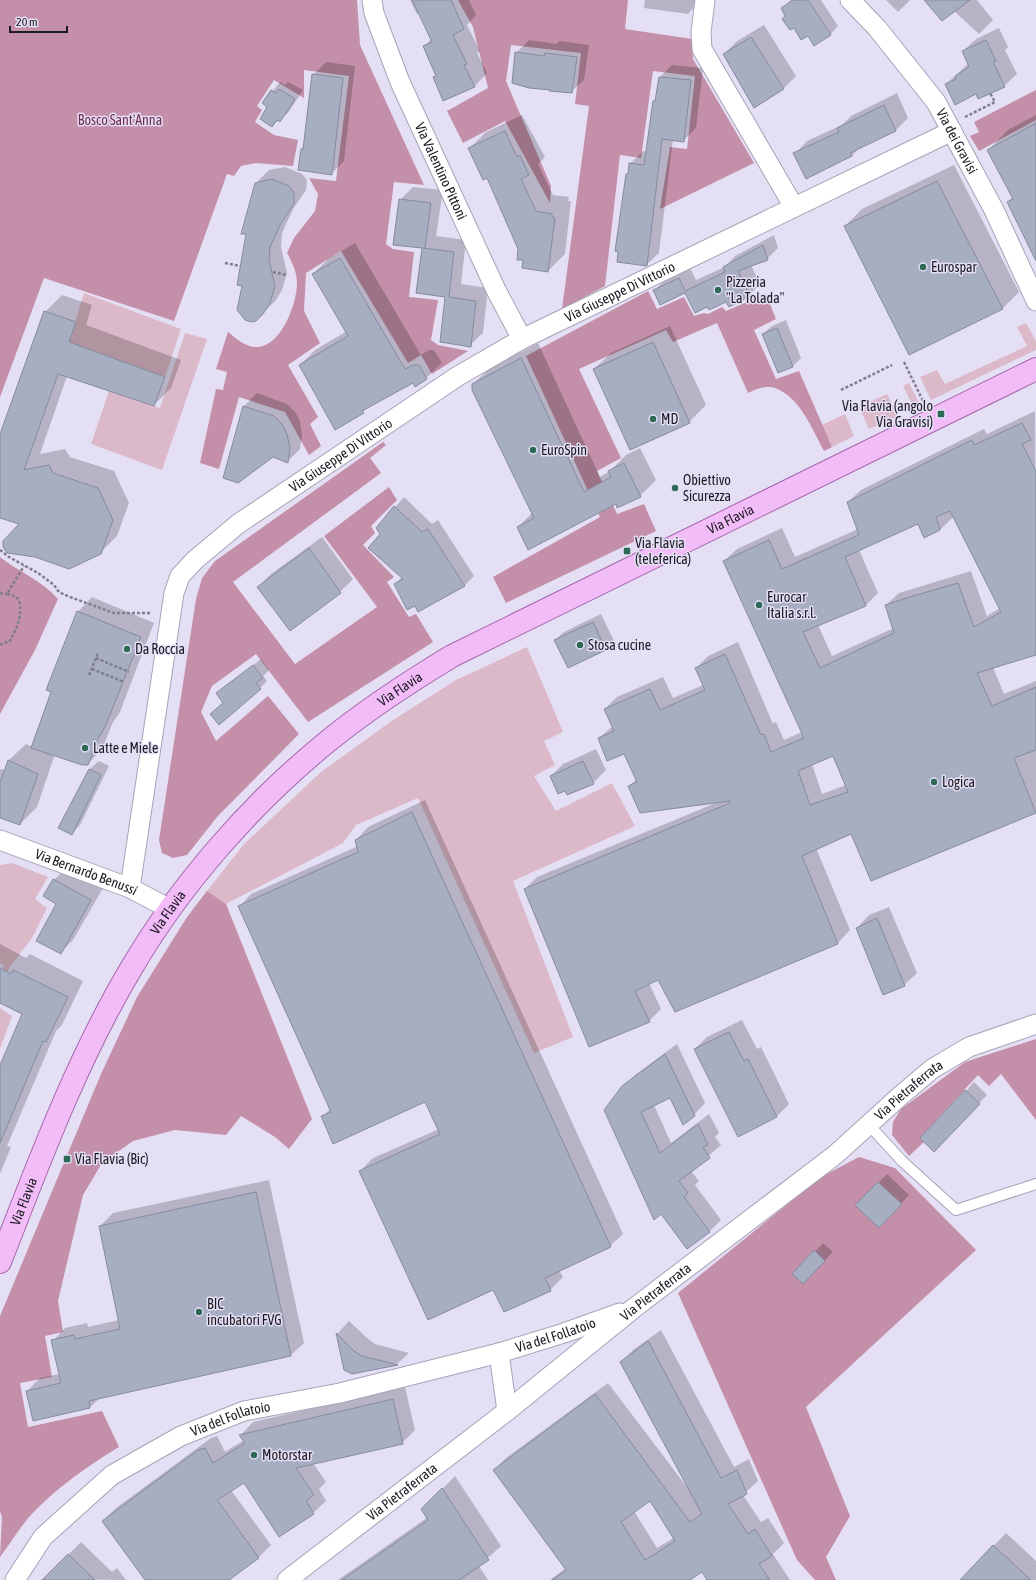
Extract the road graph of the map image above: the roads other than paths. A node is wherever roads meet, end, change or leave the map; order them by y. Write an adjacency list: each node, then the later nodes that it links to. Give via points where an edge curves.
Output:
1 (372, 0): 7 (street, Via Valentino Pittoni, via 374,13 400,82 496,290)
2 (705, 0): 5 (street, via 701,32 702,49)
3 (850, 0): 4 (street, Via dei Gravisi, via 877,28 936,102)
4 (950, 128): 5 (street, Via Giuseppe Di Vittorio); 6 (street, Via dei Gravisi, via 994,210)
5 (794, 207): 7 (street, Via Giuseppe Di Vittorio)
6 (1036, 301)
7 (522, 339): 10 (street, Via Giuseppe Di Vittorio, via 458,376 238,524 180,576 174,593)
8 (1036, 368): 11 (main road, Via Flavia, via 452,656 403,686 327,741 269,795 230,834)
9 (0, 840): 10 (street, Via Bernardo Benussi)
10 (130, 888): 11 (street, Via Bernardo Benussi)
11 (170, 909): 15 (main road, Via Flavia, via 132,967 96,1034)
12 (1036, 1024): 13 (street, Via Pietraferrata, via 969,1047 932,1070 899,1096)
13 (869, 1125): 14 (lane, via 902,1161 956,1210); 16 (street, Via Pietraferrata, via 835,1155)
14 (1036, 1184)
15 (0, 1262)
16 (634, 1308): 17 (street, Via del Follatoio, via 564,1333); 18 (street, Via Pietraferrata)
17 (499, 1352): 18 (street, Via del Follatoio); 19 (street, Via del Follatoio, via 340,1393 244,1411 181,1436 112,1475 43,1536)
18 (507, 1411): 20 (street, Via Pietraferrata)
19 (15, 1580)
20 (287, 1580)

:::

» **Work order**
The full listing above, duplicated exactly and without its pictures, is the answer.

» **Result**
Extract the road graph of the map image above: the roads other than paths. A node is wherever roads meet, end, change or leave the map; order them by y. Write an adjacency list: each node, then the later nodes that it links to. Give via points where an edge curves.
Output:
1 (372, 0): 7 (street, Via Valentino Pittoni, via 374,13 400,82 496,290)
2 (705, 0): 5 (street, via 701,32 702,49)
3 (850, 0): 4 (street, Via dei Gravisi, via 877,28 936,102)
4 (950, 128): 5 (street, Via Giuseppe Di Vittorio); 6 (street, Via dei Gravisi, via 994,210)
5 (794, 207): 7 (street, Via Giuseppe Di Vittorio)
6 (1036, 301)
7 (522, 339): 10 (street, Via Giuseppe Di Vittorio, via 458,376 238,524 180,576 174,593)
8 (1036, 368): 11 (main road, Via Flavia, via 452,656 403,686 327,741 269,795 230,834)
9 (0, 840): 10 (street, Via Bernardo Benussi)
10 (130, 888): 11 (street, Via Bernardo Benussi)
11 (170, 909): 15 (main road, Via Flavia, via 132,967 96,1034)
12 (1036, 1024): 13 (street, Via Pietraferrata, via 969,1047 932,1070 899,1096)
13 (869, 1125): 14 (lane, via 902,1161 956,1210); 16 (street, Via Pietraferrata, via 835,1155)
14 (1036, 1184)
15 (0, 1262)
16 (634, 1308): 17 (street, Via del Follatoio, via 564,1333); 18 (street, Via Pietraferrata)
17 (499, 1352): 18 (street, Via del Follatoio); 19 (street, Via del Follatoio, via 340,1393 244,1411 181,1436 112,1475 43,1536)
18 (507, 1411): 20 (street, Via Pietraferrata)
19 (15, 1580)
20 (287, 1580)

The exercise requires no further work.